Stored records

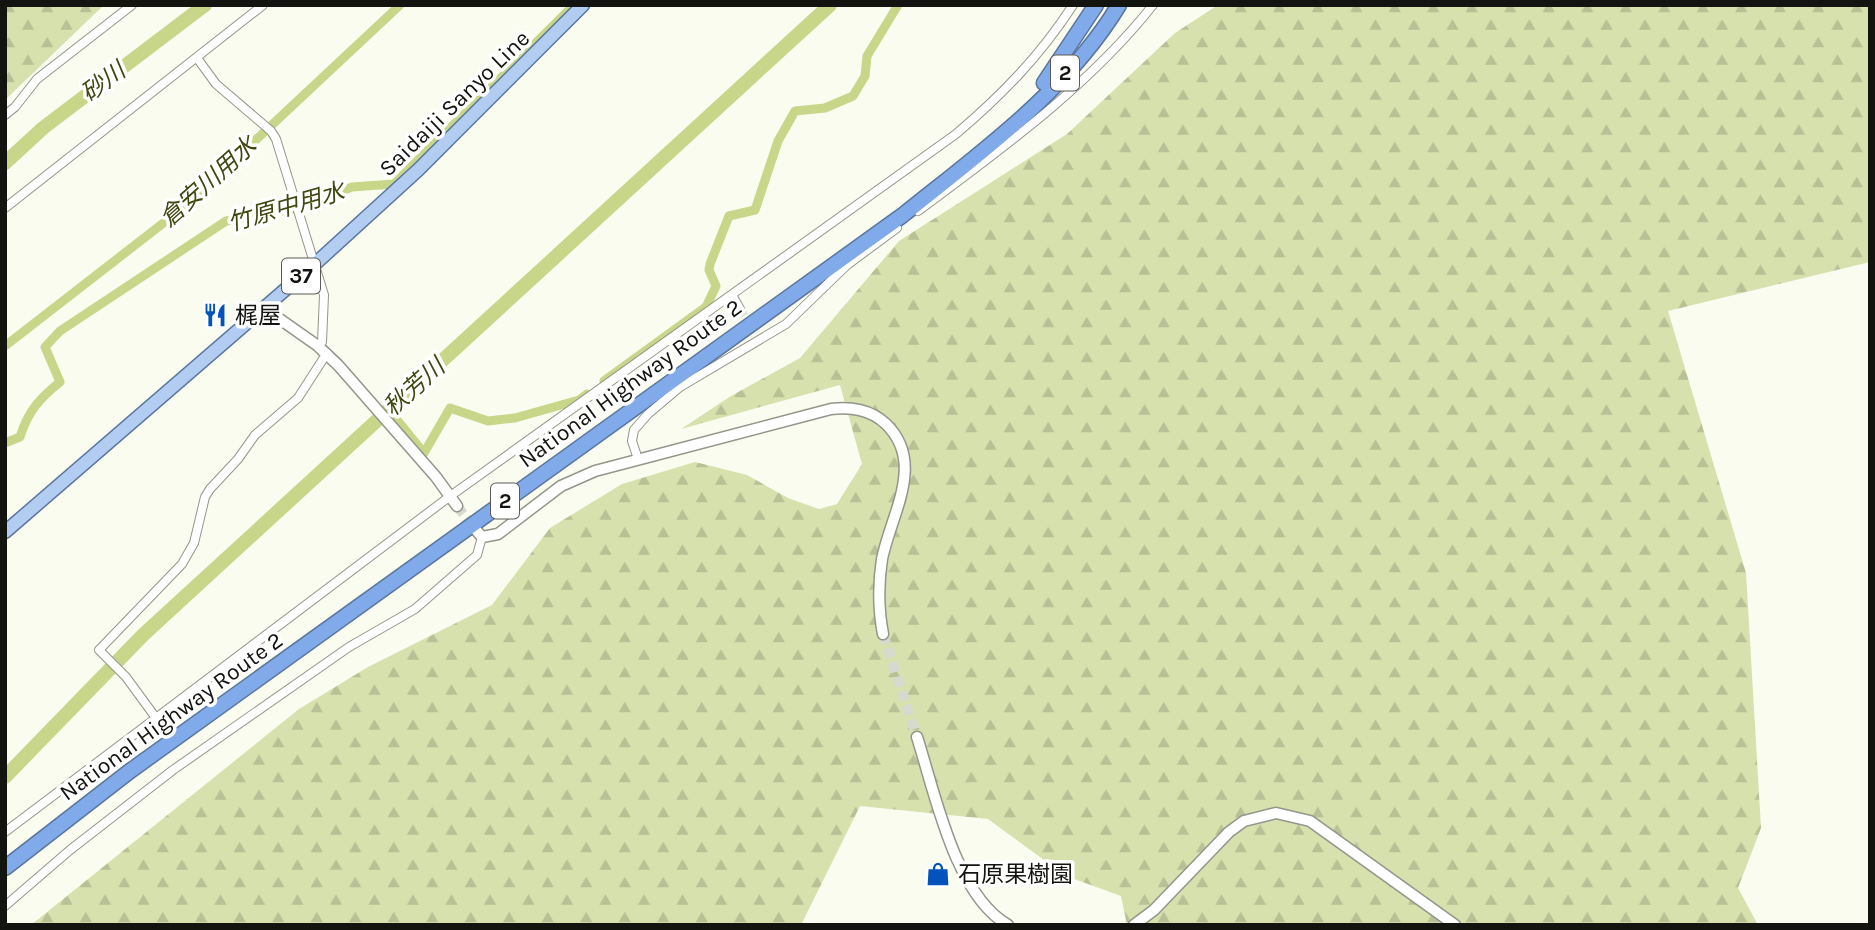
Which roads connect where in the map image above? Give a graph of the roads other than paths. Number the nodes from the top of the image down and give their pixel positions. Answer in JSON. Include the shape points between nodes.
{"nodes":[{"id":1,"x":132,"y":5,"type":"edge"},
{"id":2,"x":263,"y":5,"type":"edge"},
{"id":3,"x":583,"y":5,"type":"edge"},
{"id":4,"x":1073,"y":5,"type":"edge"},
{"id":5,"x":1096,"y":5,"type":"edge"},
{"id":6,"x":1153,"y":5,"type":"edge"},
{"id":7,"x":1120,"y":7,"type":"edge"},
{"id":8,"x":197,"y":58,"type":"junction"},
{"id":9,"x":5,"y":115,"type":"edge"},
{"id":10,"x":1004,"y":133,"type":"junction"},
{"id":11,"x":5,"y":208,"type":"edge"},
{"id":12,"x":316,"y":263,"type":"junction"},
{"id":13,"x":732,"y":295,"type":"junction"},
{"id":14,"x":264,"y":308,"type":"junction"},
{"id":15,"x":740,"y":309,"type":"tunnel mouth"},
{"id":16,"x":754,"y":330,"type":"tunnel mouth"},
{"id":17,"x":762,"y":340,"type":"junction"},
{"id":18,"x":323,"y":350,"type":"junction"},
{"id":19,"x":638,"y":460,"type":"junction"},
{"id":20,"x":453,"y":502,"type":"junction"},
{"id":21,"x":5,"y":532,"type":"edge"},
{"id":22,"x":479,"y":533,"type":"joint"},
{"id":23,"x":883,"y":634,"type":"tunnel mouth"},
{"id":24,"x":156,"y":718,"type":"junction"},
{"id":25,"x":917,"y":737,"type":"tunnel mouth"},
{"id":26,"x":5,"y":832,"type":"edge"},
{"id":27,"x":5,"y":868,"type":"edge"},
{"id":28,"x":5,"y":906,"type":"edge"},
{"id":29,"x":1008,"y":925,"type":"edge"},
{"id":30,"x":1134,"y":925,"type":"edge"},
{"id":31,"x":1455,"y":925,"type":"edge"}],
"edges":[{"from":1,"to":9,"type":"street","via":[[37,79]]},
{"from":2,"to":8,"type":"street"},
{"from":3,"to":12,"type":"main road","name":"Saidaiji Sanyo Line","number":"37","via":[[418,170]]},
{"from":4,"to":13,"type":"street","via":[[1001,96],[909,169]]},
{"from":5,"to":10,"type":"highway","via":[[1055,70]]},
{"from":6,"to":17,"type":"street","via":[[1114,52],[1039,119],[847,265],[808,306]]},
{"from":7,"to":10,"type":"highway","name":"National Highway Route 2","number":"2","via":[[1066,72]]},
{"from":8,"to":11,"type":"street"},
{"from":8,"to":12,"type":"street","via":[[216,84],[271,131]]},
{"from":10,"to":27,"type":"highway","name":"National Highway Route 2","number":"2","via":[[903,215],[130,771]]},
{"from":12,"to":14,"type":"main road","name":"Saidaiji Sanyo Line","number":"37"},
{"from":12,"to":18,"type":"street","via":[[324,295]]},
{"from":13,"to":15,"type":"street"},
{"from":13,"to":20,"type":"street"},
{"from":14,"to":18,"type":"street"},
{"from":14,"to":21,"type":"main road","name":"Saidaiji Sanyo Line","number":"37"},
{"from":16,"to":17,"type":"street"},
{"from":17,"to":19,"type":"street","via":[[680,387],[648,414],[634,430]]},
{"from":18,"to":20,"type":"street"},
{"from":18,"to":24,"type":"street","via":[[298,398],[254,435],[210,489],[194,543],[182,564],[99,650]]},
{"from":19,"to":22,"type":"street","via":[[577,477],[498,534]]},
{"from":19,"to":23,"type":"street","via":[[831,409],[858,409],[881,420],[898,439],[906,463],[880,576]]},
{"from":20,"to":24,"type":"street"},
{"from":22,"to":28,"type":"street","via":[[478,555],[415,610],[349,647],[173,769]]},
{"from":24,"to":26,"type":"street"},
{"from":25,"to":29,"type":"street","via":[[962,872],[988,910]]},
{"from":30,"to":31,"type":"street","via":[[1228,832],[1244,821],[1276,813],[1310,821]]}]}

...

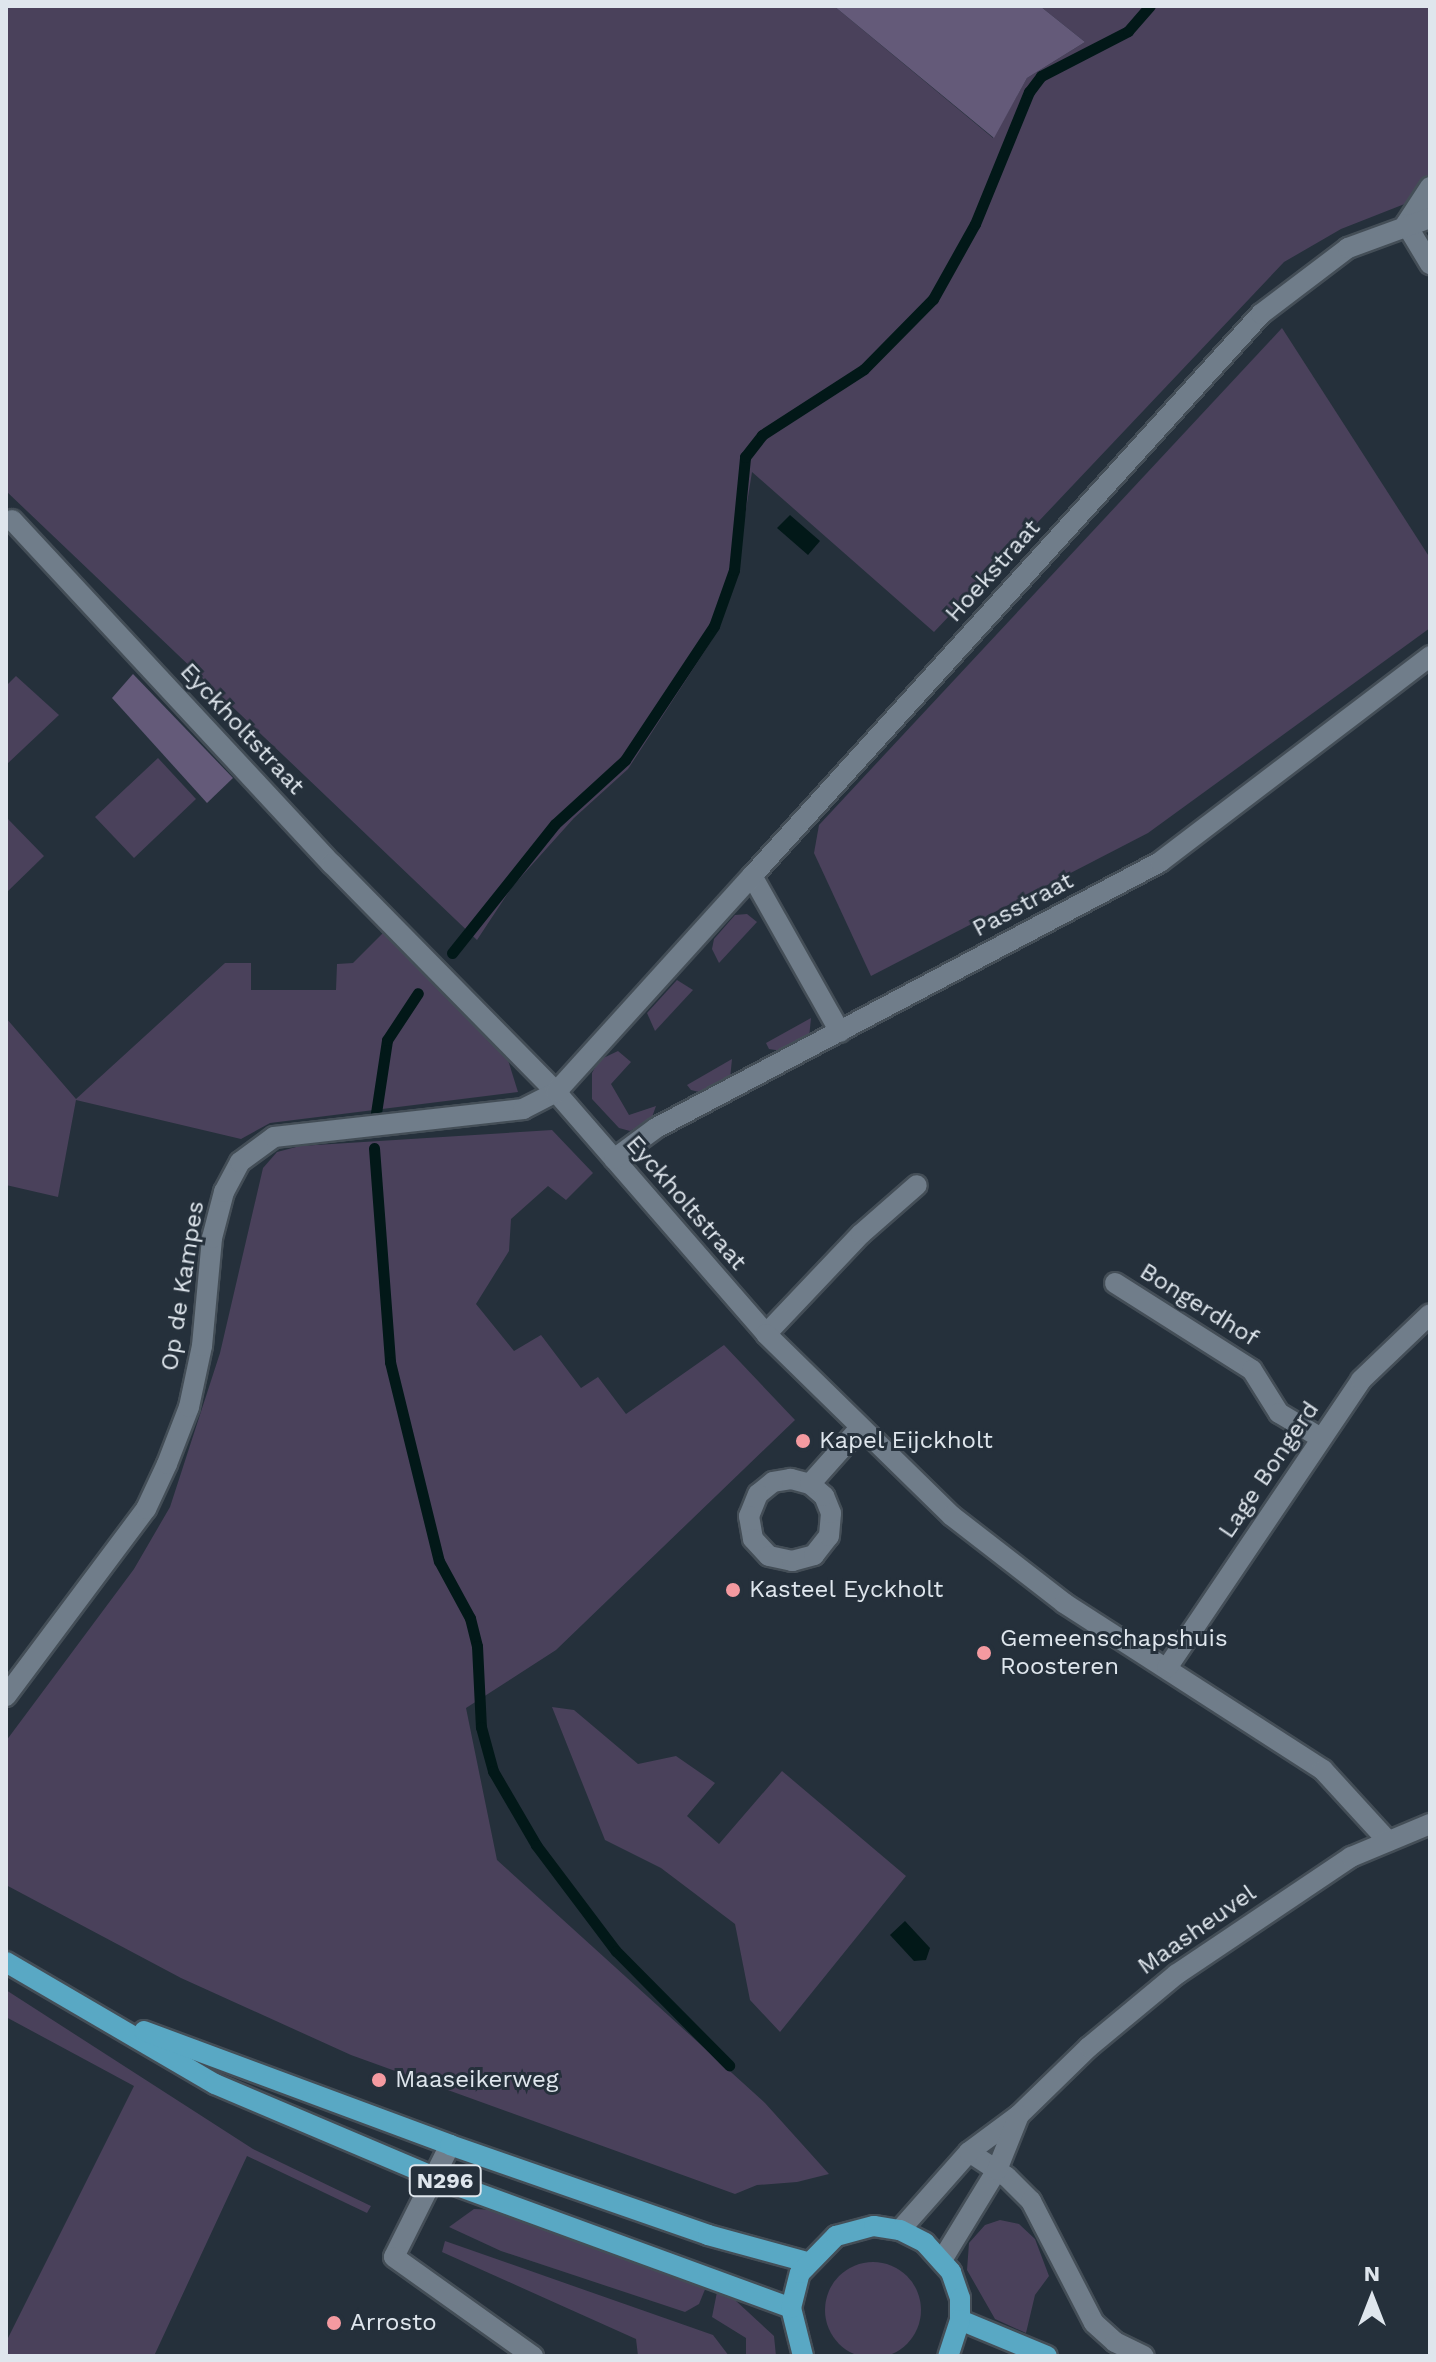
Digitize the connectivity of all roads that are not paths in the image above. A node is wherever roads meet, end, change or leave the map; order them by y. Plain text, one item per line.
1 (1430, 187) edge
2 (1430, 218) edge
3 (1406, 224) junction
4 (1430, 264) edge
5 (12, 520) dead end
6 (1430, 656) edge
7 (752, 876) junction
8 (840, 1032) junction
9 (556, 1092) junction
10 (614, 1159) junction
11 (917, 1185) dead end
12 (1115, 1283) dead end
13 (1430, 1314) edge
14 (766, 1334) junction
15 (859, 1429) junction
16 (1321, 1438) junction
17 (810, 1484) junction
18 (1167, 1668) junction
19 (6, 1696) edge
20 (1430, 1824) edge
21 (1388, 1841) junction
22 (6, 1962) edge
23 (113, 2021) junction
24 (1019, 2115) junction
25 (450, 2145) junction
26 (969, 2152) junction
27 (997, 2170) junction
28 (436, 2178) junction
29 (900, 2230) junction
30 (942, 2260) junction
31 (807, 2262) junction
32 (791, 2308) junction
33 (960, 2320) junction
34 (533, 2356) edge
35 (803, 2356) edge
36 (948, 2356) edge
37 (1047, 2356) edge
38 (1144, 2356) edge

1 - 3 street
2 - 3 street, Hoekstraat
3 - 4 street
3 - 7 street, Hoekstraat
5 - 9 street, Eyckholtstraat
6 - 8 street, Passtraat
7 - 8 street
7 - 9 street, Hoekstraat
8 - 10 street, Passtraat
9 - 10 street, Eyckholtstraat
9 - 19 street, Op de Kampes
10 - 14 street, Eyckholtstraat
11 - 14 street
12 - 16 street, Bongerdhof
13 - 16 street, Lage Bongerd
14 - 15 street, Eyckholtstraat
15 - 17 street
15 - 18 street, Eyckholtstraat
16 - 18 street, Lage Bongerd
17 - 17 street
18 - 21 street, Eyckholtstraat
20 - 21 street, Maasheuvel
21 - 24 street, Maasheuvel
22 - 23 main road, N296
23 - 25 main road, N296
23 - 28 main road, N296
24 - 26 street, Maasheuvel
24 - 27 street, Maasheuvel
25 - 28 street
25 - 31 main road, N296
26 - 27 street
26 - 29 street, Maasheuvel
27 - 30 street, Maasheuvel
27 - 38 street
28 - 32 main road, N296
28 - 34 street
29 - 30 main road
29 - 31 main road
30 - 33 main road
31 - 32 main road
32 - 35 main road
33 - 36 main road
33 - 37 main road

**Exercise brief**.
Report each line of the data in which "Passtraat" occurs.

**Response box**.
6 - 8 street, Passtraat
8 - 10 street, Passtraat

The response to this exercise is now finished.